# Tree-trimmer falls, dies in Richmond



## coffeecraver (Sep 7, 2006)

Richmond Times-Dispatch	Sep 7, 2006


A member of a tree-trimming crew was killed yesterday when he fell from a tree being taken down in Chesterfield County's Brandermill community.
The man, 48, of Chesterfield fell to his death about 6 p.m. in the 3100 block of Quail Hill Drive, Chesterfield police Captain said.
the man had climbed to the top of the tree, which was leaning, to cut branches, the man fell when the tree's root ball gave way, causing the tree to fall.


----------



## Ekka (Sep 7, 2006)

Root ball failed when he was at the top!

Now this is sad, extremely sad. 

The tree was a leaner, probably stood up to a few storms, maybe there was no other way to access.

Raises questions on whether or not there was signs of heavage. Could the tree have been guy roped? Could a cherry picker have got to it?

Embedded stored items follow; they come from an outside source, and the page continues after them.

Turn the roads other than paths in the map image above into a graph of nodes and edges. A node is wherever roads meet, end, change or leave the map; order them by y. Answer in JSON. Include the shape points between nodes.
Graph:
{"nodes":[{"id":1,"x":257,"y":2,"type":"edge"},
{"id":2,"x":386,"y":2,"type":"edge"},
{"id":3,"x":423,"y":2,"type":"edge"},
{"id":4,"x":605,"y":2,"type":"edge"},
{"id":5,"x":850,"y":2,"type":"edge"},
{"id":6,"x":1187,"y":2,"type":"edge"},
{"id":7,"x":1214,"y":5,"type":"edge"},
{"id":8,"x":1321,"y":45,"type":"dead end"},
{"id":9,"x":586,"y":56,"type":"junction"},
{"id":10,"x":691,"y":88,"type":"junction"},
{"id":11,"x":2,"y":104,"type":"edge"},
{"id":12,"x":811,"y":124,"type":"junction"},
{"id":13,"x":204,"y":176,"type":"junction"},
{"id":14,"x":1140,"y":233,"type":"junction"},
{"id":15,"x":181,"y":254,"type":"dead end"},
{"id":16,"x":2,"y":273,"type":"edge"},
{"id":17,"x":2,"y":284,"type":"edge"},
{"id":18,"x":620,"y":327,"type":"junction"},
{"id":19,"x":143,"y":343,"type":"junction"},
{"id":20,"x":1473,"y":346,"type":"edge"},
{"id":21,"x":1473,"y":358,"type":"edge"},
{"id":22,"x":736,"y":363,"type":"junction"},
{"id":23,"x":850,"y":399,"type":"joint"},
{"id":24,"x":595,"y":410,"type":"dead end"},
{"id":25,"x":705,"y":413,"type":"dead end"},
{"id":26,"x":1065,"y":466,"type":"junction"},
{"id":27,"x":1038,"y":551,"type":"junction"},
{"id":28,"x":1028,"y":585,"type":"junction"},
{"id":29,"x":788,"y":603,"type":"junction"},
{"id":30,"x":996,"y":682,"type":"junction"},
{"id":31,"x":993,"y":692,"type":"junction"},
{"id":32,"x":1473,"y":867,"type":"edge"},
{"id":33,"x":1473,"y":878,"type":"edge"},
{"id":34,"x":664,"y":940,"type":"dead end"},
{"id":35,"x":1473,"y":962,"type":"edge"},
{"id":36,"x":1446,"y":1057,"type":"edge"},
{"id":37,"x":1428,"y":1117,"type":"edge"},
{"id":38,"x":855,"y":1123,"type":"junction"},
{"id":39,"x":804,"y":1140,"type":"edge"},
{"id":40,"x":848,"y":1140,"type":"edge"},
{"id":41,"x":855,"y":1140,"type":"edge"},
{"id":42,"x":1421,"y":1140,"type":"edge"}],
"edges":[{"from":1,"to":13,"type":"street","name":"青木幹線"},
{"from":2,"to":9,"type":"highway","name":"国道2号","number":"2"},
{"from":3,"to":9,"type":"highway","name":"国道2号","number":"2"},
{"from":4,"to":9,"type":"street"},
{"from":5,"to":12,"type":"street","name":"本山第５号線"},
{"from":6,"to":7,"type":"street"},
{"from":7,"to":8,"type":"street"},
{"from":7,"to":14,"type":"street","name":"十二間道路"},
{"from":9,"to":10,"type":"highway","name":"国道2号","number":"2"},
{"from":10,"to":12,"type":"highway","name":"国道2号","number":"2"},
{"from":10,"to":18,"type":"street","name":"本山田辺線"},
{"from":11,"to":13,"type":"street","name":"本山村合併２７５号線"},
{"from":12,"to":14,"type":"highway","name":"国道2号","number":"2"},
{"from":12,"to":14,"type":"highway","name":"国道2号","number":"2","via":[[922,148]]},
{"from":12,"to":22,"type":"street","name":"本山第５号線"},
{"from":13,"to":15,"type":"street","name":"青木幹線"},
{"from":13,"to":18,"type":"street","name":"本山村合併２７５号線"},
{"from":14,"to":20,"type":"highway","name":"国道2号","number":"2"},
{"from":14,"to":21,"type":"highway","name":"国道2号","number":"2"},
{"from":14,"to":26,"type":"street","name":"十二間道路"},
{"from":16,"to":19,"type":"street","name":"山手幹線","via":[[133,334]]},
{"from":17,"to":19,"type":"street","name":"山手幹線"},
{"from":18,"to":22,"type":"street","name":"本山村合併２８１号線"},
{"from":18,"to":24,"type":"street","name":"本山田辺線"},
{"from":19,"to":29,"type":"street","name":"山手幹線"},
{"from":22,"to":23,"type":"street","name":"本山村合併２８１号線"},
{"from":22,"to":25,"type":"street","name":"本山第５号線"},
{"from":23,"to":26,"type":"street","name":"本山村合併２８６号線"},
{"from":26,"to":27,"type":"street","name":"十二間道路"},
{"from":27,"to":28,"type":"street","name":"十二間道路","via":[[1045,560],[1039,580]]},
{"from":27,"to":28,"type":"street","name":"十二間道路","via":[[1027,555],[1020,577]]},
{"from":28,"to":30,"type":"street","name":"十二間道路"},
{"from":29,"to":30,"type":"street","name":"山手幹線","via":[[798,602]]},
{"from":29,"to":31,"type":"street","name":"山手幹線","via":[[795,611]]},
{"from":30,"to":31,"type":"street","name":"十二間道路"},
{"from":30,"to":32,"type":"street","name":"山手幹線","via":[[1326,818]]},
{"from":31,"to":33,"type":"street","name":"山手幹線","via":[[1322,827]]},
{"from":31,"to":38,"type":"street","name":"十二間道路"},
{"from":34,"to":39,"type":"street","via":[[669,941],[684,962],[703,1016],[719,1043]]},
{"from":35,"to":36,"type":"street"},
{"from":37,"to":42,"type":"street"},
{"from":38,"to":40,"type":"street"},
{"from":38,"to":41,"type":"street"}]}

Assess the trees prior to climbing, check the ground around it, look for fruiting bodies, cavities, decay, swelling.

This also is a stark reminder to customers that the safe way to do a hazardous tree isn't the cheapest way. I personally have had customers say ... but I got a quote $400 cheaper and they're not going to need a cherry picker.

Yeah, and they could end up like this poor fella, sad part is the number of fools who'll just climb it out of ignorance or shrewdness.


----------



## l2edneck (Sep 7, 2006)

I seen my brother go half way up about a 30 ft palm when it gave way sending him and all his gear into the canal.Some are hard to predict.I've seen em stand in a storm and fall on a calm day.Just goes to show how very unpredictable this occupation is.This is truly sad.My thoughts to his loved ones.


----------



## xtremetrees (Sep 7, 2006)

that sucks he was older then me prolly more experienced


----------



## beowulf343 (Sep 7, 2006)

TreeCo said:


> Most trees do show some signs of weakness but I've seen more than a few go down that would have been very difficult to predict.
> 
> My condolences to his family and friends.
> 
> ...


Yeah, I was up in a white pine a few years ago in a little bit of a wind. Was just getting ready to tie in when the top broke out about a foot above eye level. (Talk about needing a new pair of shorts.) But we never did find anything wrong with the tree, no decay, dead limbs, loose bark, hollow spots, nothing. In fact, the only reason I was taking it down was so a new driveway could be put in. I guess when it's the tree's time to go, it's going to go.


----------



## jonseredbred (Sep 7, 2006)

awful shame, I worry about that all the time when we do vista trimming at the local lakes. I have learned to get really creative getting bucket trucks in.


----------



## Kneejerk Bombas (Sep 7, 2006)

Tree must have fallen on him, hey? If he were on top, he might have been able to ride it down.


----------



## theXman (Sep 7, 2006)

beowolf,

Were you stripping that white pine on the way up?!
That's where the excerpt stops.